By considering circumscribed spheres, the notion of Delaunay triangulation extends to three and higher dimensions. Generalizations are possible to metrics other than Euclidean distance. However, in these cases a Delaunay triangulation is not guaranteed to exist or be unique.
The Delaunay triangulation of a discrete point set P in general position corresponds to the dual graph of the Voronoi diagram for P. Special cases include the existence of three points on a line and four points on circle.
The Delaunay triangulation with all the circumcircles and their centers (in red).
Connecting the centers of the circumcircles produces the Voronoi diagram (in red).

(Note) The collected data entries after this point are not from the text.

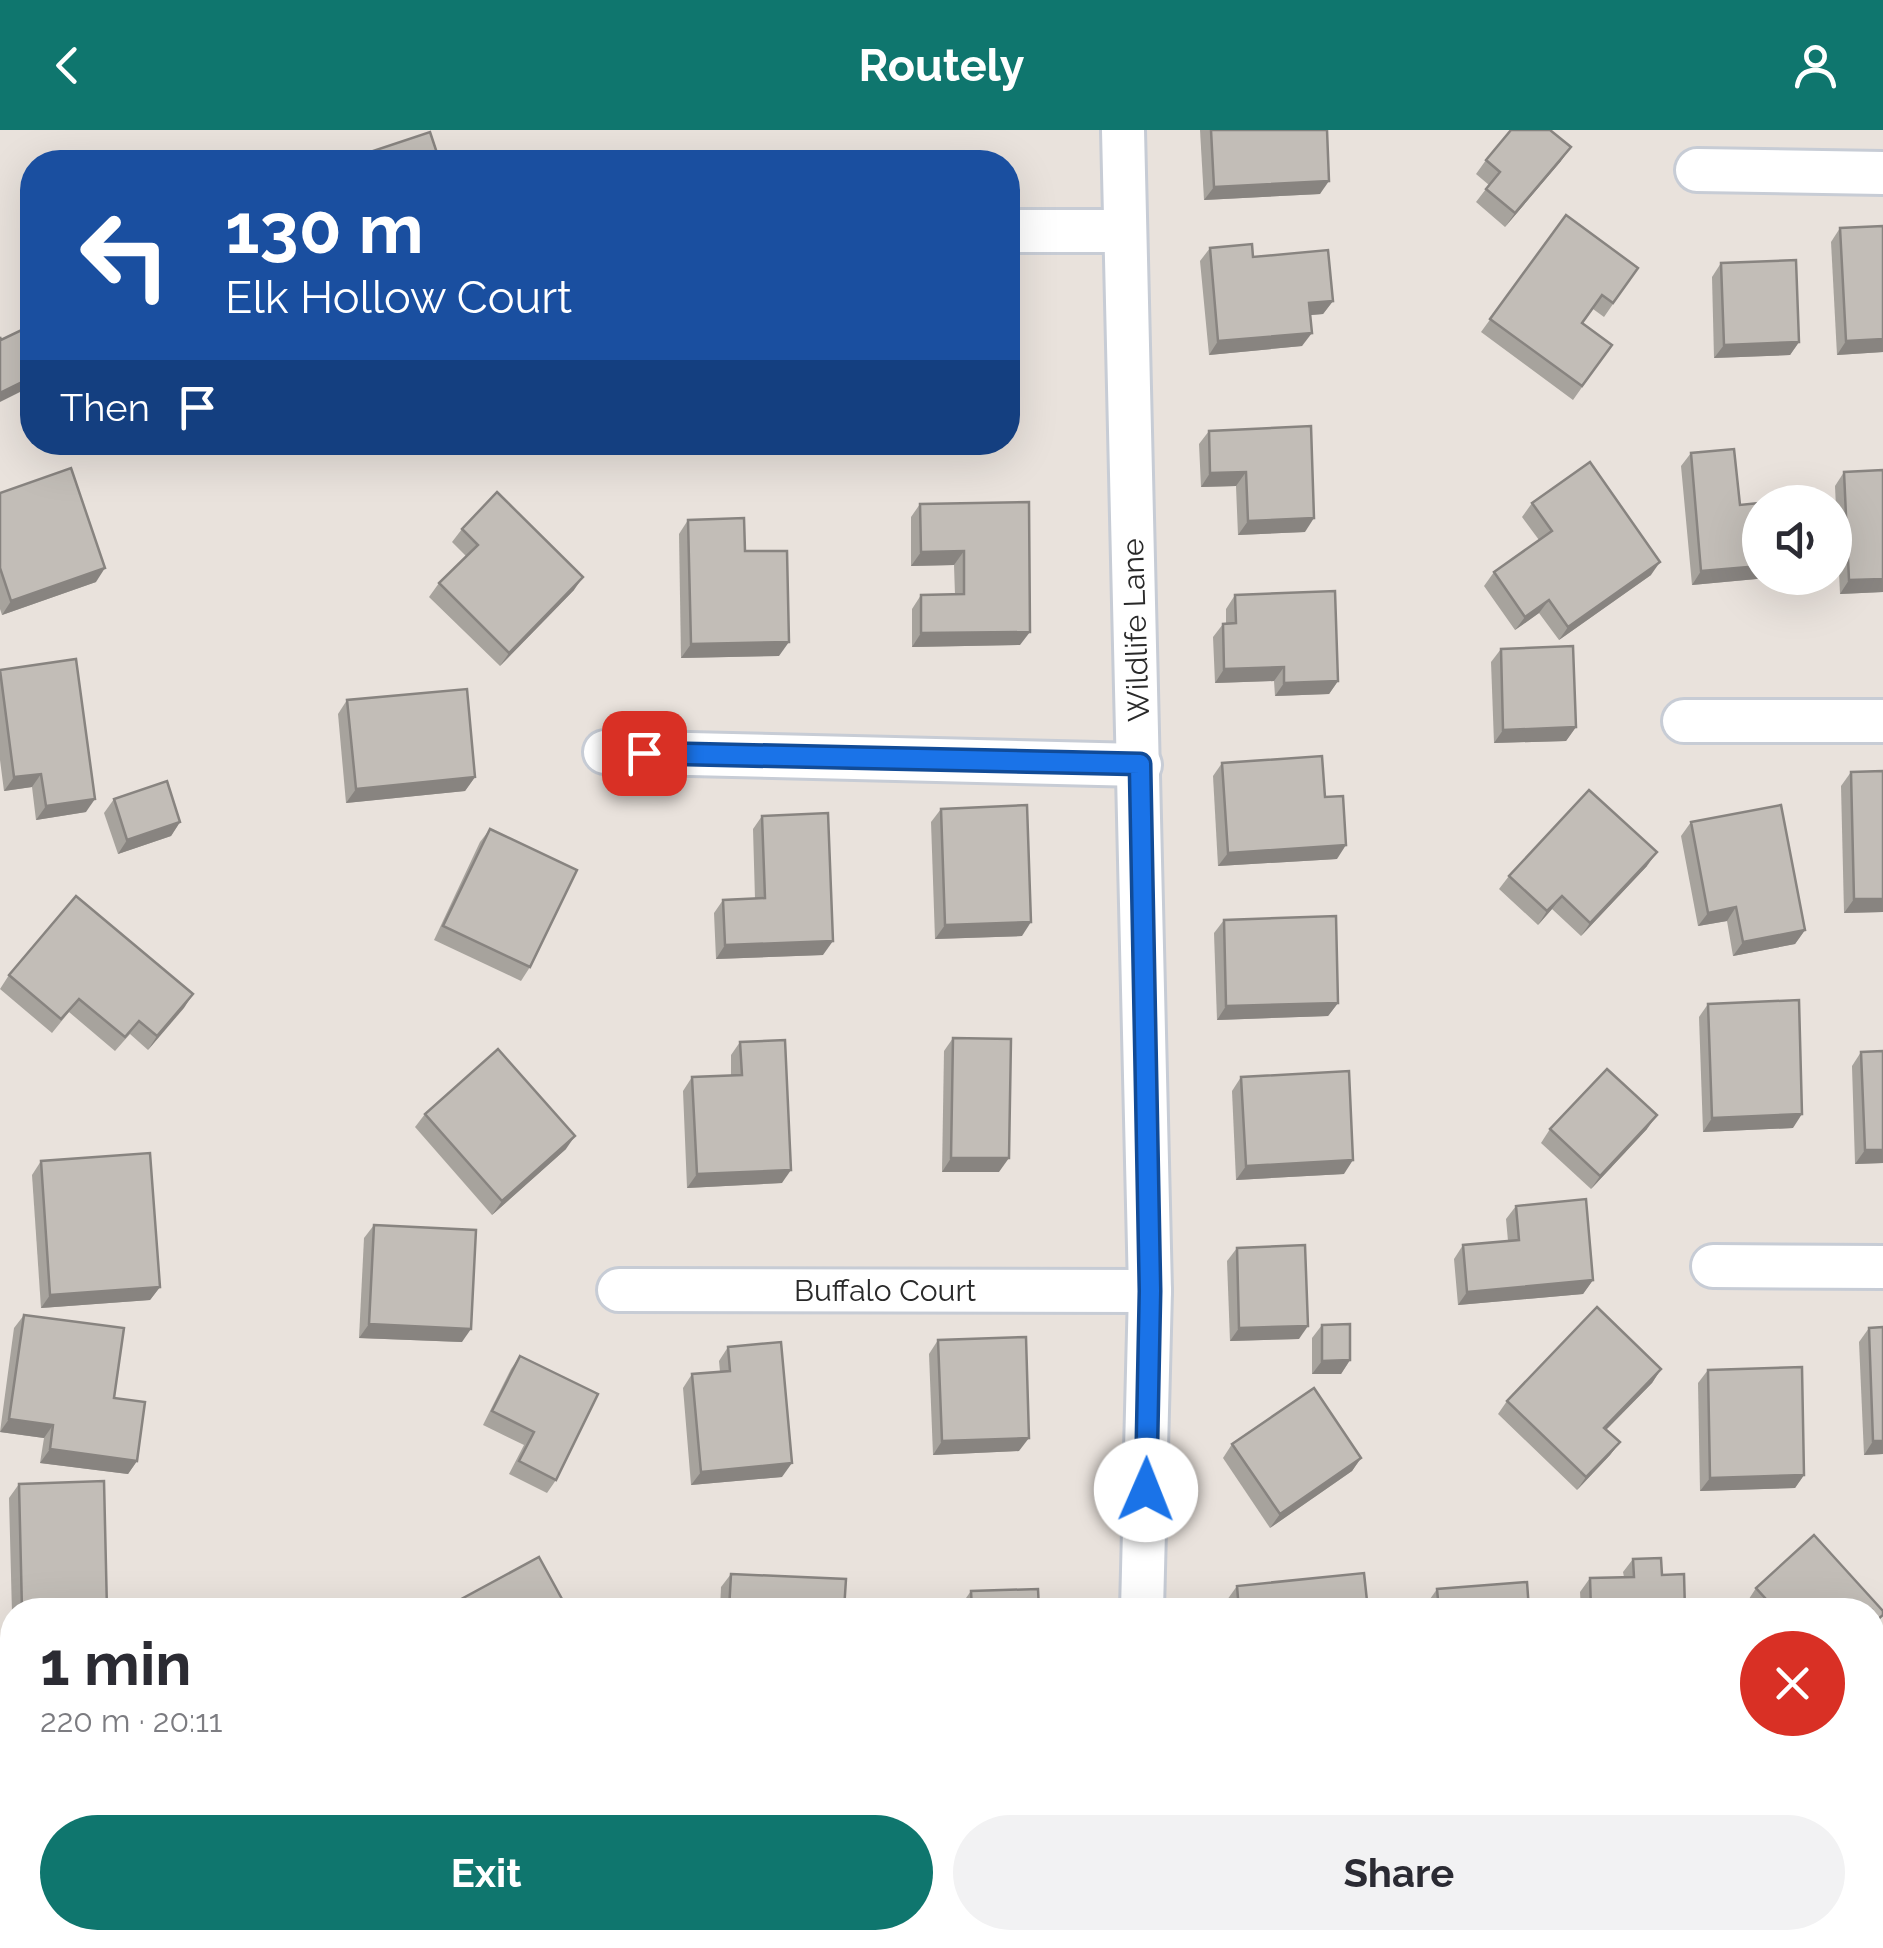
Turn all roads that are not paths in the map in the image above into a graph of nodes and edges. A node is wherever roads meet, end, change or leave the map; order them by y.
1 (1123, 130) edge
2 (1696, 170) dead end
3 (1883, 174) edge
4 (1020, 231) edge
5 (1125, 232) junction
6 (1684, 721) dead end
7 (1883, 721) edge
8 (605, 752) dead end
9 (1140, 764) junction
10 (1712, 1266) dead end
11 (1883, 1266) edge
12 (619, 1290) dead end
13 (1150, 1291) junction
14 (1142, 1598) edge

1 - 5 street, Wildlife Lane
2 - 3 street
4 - 5 street
5 - 9 street, Wildlife Lane
6 - 7 street
8 - 9 street
9 - 13 street, Wildlife Lane
10 - 11 street
12 - 13 street, Buffalo Court
13 - 14 street, Wildlife Lane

For a set P of points in the (d-dimensional) Euclidean space, a Delaunay triangulation is a triangulation DT(P) such that no point in P is inside the circum-hypersphere of any simplex in DT(P). It is known that there exists a unique Delaunay triangulation for P if P is a set of points in general position; that is, the affine hull of P is d-dimensional and no set of d + 2 points in P lie on the boundary of a ball whose interior does not intersect P.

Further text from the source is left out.